» **Work item**: Among the lines below, count those containing the word "lane". Give the number only.
== Records ==
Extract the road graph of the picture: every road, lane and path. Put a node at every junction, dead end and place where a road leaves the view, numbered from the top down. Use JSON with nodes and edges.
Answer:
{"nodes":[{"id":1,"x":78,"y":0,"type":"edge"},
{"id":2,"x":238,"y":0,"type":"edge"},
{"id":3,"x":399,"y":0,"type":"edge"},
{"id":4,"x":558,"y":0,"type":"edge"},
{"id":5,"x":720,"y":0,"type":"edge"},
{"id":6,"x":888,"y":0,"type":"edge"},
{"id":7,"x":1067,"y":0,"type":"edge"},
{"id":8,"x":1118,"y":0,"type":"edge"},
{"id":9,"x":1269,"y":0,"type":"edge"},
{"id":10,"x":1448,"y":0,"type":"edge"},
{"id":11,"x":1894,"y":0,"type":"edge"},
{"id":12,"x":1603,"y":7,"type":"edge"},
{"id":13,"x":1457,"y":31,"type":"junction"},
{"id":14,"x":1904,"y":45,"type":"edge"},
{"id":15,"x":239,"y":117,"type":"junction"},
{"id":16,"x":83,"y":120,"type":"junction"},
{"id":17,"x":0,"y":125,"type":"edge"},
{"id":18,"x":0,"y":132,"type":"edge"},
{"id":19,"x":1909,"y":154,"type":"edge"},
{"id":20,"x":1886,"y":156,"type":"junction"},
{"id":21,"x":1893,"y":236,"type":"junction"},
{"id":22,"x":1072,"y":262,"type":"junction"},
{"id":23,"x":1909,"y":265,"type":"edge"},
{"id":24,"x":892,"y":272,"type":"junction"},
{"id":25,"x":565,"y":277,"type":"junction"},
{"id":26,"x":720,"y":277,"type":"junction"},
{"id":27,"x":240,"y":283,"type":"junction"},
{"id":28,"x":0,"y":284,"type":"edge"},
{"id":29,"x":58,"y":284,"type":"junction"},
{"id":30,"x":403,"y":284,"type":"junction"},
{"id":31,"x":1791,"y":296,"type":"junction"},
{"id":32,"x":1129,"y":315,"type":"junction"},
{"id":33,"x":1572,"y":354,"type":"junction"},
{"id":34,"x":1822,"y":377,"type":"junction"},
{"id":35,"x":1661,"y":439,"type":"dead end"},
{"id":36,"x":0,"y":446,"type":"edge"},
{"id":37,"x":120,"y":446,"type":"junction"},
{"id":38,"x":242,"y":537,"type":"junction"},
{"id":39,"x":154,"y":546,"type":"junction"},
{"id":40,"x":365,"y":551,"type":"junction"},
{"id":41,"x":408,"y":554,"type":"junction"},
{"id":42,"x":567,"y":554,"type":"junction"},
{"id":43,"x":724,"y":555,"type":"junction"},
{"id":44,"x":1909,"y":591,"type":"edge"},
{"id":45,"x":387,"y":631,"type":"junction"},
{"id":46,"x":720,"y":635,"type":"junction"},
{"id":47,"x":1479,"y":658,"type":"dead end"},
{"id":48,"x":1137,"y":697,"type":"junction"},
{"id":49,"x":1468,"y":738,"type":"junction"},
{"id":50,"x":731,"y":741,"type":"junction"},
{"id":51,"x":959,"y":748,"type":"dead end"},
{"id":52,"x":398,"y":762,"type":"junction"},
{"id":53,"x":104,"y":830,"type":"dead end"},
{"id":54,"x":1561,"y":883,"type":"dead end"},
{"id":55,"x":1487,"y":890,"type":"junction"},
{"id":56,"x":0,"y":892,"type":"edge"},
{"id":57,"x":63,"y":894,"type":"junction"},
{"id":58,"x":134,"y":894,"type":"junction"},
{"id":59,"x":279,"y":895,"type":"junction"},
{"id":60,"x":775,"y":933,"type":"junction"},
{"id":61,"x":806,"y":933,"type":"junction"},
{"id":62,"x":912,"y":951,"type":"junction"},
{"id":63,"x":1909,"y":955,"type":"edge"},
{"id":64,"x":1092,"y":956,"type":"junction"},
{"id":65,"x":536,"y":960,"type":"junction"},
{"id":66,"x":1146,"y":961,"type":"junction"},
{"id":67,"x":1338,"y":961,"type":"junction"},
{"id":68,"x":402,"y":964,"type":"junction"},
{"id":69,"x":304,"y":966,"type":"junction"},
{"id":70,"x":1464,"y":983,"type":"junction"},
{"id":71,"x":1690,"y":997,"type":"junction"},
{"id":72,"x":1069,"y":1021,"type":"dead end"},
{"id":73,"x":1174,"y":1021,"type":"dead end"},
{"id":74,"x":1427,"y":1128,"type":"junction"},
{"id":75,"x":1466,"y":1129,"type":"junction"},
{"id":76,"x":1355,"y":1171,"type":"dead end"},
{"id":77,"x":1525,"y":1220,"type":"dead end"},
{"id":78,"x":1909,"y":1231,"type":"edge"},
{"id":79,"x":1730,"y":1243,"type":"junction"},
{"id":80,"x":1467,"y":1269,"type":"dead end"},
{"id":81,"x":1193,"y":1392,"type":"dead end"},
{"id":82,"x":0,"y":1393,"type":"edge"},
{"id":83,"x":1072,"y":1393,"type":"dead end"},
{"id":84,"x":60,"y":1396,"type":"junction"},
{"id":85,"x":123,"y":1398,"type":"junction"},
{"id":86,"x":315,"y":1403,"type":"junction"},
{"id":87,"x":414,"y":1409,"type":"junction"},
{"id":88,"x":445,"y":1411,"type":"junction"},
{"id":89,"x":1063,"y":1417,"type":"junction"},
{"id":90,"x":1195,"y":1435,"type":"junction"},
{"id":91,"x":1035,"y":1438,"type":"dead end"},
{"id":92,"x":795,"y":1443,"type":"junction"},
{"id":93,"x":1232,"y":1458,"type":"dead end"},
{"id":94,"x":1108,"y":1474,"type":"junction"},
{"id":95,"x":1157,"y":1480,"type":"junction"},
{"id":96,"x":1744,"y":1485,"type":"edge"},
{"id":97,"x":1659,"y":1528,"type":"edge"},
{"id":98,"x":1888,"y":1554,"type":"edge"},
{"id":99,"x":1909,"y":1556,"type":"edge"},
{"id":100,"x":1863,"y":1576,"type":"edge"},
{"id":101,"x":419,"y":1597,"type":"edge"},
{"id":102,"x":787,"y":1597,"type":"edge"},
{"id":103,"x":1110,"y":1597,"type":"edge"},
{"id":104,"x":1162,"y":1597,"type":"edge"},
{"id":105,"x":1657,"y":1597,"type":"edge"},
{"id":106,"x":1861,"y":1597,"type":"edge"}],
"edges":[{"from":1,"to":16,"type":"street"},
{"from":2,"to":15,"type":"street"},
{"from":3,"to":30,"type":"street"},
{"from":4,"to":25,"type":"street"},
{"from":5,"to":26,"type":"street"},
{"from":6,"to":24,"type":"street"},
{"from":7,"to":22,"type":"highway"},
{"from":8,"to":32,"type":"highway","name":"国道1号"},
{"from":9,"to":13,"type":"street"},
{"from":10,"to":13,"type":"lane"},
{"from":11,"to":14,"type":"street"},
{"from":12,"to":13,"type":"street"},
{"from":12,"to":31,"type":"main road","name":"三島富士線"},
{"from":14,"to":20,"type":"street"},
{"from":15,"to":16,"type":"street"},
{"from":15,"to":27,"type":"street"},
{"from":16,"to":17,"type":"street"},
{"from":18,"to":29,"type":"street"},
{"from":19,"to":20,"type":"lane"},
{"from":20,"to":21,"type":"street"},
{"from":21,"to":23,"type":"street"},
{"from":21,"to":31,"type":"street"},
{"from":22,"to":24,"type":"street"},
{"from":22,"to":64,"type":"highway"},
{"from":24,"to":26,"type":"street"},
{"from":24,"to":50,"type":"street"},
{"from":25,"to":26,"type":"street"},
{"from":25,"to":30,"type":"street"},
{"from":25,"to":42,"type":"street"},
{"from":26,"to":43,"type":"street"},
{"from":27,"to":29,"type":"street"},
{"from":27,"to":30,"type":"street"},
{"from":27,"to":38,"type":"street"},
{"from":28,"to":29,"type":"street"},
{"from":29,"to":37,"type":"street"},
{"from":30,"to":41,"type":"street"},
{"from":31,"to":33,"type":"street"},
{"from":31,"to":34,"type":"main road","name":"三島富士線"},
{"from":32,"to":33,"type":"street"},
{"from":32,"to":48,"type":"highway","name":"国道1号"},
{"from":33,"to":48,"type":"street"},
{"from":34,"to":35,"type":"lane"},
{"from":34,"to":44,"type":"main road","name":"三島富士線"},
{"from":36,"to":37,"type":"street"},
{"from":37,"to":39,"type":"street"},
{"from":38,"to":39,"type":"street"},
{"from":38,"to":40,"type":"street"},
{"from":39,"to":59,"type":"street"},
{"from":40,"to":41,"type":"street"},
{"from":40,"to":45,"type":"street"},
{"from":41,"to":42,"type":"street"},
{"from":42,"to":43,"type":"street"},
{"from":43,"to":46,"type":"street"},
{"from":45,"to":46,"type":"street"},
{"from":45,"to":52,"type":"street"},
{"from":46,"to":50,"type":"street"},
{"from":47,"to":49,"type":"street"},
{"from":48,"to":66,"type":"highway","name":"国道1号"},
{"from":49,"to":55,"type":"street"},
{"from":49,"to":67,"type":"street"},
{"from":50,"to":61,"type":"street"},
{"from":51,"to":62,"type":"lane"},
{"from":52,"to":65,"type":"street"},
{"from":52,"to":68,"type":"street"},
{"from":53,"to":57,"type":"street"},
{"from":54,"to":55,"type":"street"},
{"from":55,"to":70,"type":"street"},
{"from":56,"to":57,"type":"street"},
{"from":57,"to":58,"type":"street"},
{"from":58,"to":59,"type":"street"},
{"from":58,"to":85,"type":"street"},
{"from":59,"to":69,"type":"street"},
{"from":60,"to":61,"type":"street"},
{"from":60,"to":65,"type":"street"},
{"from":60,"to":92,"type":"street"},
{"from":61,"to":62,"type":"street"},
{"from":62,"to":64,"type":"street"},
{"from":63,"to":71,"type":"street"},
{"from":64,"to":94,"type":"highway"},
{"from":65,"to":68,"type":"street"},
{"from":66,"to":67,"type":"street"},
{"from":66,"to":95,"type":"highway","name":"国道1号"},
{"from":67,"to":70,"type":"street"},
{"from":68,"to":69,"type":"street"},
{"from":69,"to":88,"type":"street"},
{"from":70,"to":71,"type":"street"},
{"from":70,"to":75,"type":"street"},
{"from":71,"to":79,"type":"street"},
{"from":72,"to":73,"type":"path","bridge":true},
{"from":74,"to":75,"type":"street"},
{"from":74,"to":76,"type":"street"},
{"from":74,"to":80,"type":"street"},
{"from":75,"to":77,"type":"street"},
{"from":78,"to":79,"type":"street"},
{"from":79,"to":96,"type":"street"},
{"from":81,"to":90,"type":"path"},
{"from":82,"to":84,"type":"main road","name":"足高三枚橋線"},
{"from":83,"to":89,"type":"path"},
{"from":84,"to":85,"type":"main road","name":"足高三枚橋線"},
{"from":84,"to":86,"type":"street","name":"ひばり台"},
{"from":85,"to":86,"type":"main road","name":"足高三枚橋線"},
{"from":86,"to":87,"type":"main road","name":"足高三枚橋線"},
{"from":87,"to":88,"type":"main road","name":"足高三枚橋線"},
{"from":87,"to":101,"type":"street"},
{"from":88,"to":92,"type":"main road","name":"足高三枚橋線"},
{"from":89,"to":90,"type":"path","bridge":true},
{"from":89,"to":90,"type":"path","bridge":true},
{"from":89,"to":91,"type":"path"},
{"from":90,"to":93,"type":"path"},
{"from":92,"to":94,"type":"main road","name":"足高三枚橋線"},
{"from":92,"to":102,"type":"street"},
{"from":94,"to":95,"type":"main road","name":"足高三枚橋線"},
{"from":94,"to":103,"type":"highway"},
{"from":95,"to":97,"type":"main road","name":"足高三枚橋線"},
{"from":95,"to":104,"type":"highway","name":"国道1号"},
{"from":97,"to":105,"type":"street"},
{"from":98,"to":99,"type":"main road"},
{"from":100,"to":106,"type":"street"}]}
===
» **Exercise solution**: 5